## [What this task involves]
For every record, give an exact copy that has no pictures in it.

Items from a data source:

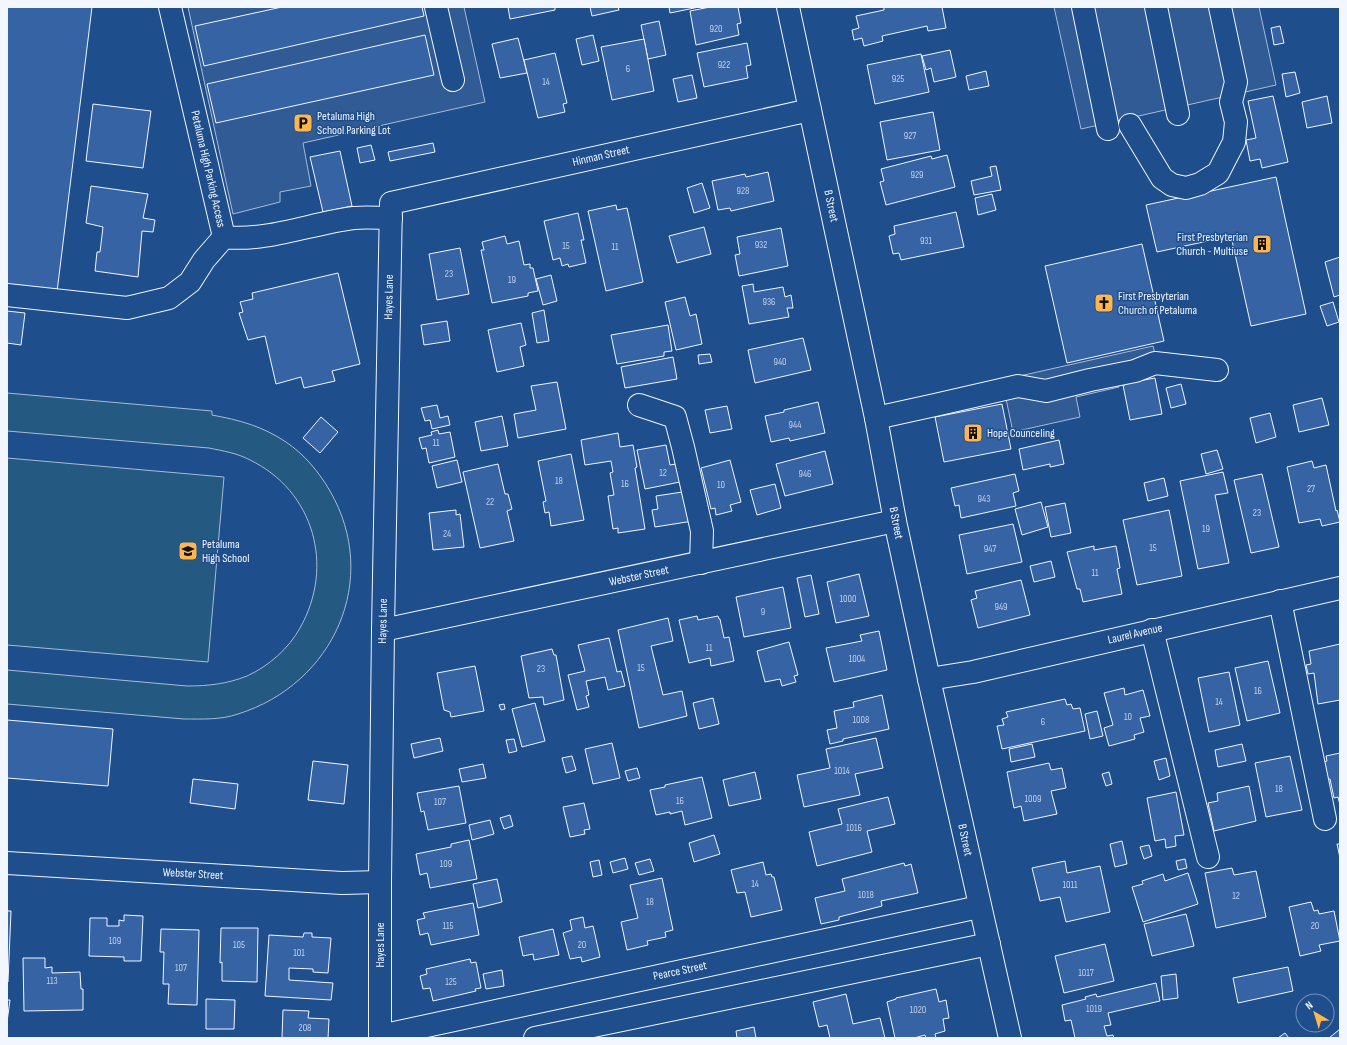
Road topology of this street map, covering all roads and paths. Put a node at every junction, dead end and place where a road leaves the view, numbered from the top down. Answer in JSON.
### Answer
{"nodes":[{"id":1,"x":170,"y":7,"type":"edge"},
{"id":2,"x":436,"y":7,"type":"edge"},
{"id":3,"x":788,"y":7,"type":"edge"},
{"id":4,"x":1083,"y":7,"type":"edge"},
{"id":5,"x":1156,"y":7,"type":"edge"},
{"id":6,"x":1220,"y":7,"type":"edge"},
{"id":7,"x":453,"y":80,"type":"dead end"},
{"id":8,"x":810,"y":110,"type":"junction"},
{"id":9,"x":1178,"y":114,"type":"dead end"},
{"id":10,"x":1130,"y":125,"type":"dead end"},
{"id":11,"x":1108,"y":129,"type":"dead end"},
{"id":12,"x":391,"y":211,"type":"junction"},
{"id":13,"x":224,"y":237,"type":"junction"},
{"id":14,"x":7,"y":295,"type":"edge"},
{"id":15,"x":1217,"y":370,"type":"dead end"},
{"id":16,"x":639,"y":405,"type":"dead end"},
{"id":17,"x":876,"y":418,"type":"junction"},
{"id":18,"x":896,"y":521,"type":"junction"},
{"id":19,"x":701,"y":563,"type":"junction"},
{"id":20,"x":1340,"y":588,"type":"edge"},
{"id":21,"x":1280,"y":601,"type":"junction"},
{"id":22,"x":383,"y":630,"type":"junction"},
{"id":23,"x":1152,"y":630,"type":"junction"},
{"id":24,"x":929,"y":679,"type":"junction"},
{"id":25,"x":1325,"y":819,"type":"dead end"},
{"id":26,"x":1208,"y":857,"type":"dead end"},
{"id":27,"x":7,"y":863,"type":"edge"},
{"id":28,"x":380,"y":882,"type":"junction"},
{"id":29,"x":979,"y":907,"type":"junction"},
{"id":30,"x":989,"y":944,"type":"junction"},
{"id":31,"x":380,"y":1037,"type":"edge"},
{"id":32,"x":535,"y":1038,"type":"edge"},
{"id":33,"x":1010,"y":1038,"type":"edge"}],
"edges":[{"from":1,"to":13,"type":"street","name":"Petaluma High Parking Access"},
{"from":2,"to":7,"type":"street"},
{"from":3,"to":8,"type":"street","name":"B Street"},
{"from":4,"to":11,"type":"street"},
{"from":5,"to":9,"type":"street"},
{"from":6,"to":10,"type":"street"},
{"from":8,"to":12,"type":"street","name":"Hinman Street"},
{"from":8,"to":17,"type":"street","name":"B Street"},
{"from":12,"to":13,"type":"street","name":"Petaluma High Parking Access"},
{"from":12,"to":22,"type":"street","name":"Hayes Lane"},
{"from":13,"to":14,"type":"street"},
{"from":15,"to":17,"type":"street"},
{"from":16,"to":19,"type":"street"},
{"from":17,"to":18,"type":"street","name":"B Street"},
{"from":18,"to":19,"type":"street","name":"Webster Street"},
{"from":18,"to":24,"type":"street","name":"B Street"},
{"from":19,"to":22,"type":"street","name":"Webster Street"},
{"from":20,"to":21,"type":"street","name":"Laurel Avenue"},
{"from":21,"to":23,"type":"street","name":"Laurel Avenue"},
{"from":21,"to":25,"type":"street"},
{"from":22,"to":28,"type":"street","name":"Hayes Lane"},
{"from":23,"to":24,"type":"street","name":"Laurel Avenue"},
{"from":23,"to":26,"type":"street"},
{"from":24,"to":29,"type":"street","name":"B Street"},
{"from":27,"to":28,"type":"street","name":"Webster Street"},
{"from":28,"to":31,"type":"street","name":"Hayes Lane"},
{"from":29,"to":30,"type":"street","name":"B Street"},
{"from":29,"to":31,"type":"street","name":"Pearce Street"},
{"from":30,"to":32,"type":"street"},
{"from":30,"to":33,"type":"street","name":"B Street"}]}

## [Answer for the task]
Road topology of this street map, covering all roads and paths. Put a node at every junction, dead end and place where a road leaves the view, numbered from the top down. Answer in JSON.
### Answer
{"nodes":[{"id":1,"x":170,"y":7,"type":"edge"},
{"id":2,"x":436,"y":7,"type":"edge"},
{"id":3,"x":788,"y":7,"type":"edge"},
{"id":4,"x":1083,"y":7,"type":"edge"},
{"id":5,"x":1156,"y":7,"type":"edge"},
{"id":6,"x":1220,"y":7,"type":"edge"},
{"id":7,"x":453,"y":80,"type":"dead end"},
{"id":8,"x":810,"y":110,"type":"junction"},
{"id":9,"x":1178,"y":114,"type":"dead end"},
{"id":10,"x":1130,"y":125,"type":"dead end"},
{"id":11,"x":1108,"y":129,"type":"dead end"},
{"id":12,"x":391,"y":211,"type":"junction"},
{"id":13,"x":224,"y":237,"type":"junction"},
{"id":14,"x":7,"y":295,"type":"edge"},
{"id":15,"x":1217,"y":370,"type":"dead end"},
{"id":16,"x":639,"y":405,"type":"dead end"},
{"id":17,"x":876,"y":418,"type":"junction"},
{"id":18,"x":896,"y":521,"type":"junction"},
{"id":19,"x":701,"y":563,"type":"junction"},
{"id":20,"x":1340,"y":588,"type":"edge"},
{"id":21,"x":1280,"y":601,"type":"junction"},
{"id":22,"x":383,"y":630,"type":"junction"},
{"id":23,"x":1152,"y":630,"type":"junction"},
{"id":24,"x":929,"y":679,"type":"junction"},
{"id":25,"x":1325,"y":819,"type":"dead end"},
{"id":26,"x":1208,"y":857,"type":"dead end"},
{"id":27,"x":7,"y":863,"type":"edge"},
{"id":28,"x":380,"y":882,"type":"junction"},
{"id":29,"x":979,"y":907,"type":"junction"},
{"id":30,"x":989,"y":944,"type":"junction"},
{"id":31,"x":380,"y":1037,"type":"edge"},
{"id":32,"x":535,"y":1038,"type":"edge"},
{"id":33,"x":1010,"y":1038,"type":"edge"}],
"edges":[{"from":1,"to":13,"type":"street","name":"Petaluma High Parking Access"},
{"from":2,"to":7,"type":"street"},
{"from":3,"to":8,"type":"street","name":"B Street"},
{"from":4,"to":11,"type":"street"},
{"from":5,"to":9,"type":"street"},
{"from":6,"to":10,"type":"street"},
{"from":8,"to":12,"type":"street","name":"Hinman Street"},
{"from":8,"to":17,"type":"street","name":"B Street"},
{"from":12,"to":13,"type":"street","name":"Petaluma High Parking Access"},
{"from":12,"to":22,"type":"street","name":"Hayes Lane"},
{"from":13,"to":14,"type":"street"},
{"from":15,"to":17,"type":"street"},
{"from":16,"to":19,"type":"street"},
{"from":17,"to":18,"type":"street","name":"B Street"},
{"from":18,"to":19,"type":"street","name":"Webster Street"},
{"from":18,"to":24,"type":"street","name":"B Street"},
{"from":19,"to":22,"type":"street","name":"Webster Street"},
{"from":20,"to":21,"type":"street","name":"Laurel Avenue"},
{"from":21,"to":23,"type":"street","name":"Laurel Avenue"},
{"from":21,"to":25,"type":"street"},
{"from":22,"to":28,"type":"street","name":"Hayes Lane"},
{"from":23,"to":24,"type":"street","name":"Laurel Avenue"},
{"from":23,"to":26,"type":"street"},
{"from":24,"to":29,"type":"street","name":"B Street"},
{"from":27,"to":28,"type":"street","name":"Webster Street"},
{"from":28,"to":31,"type":"street","name":"Hayes Lane"},
{"from":29,"to":30,"type":"street","name":"B Street"},
{"from":29,"to":31,"type":"street","name":"Pearce Street"},
{"from":30,"to":32,"type":"street"},
{"from":30,"to":33,"type":"street","name":"B Street"}]}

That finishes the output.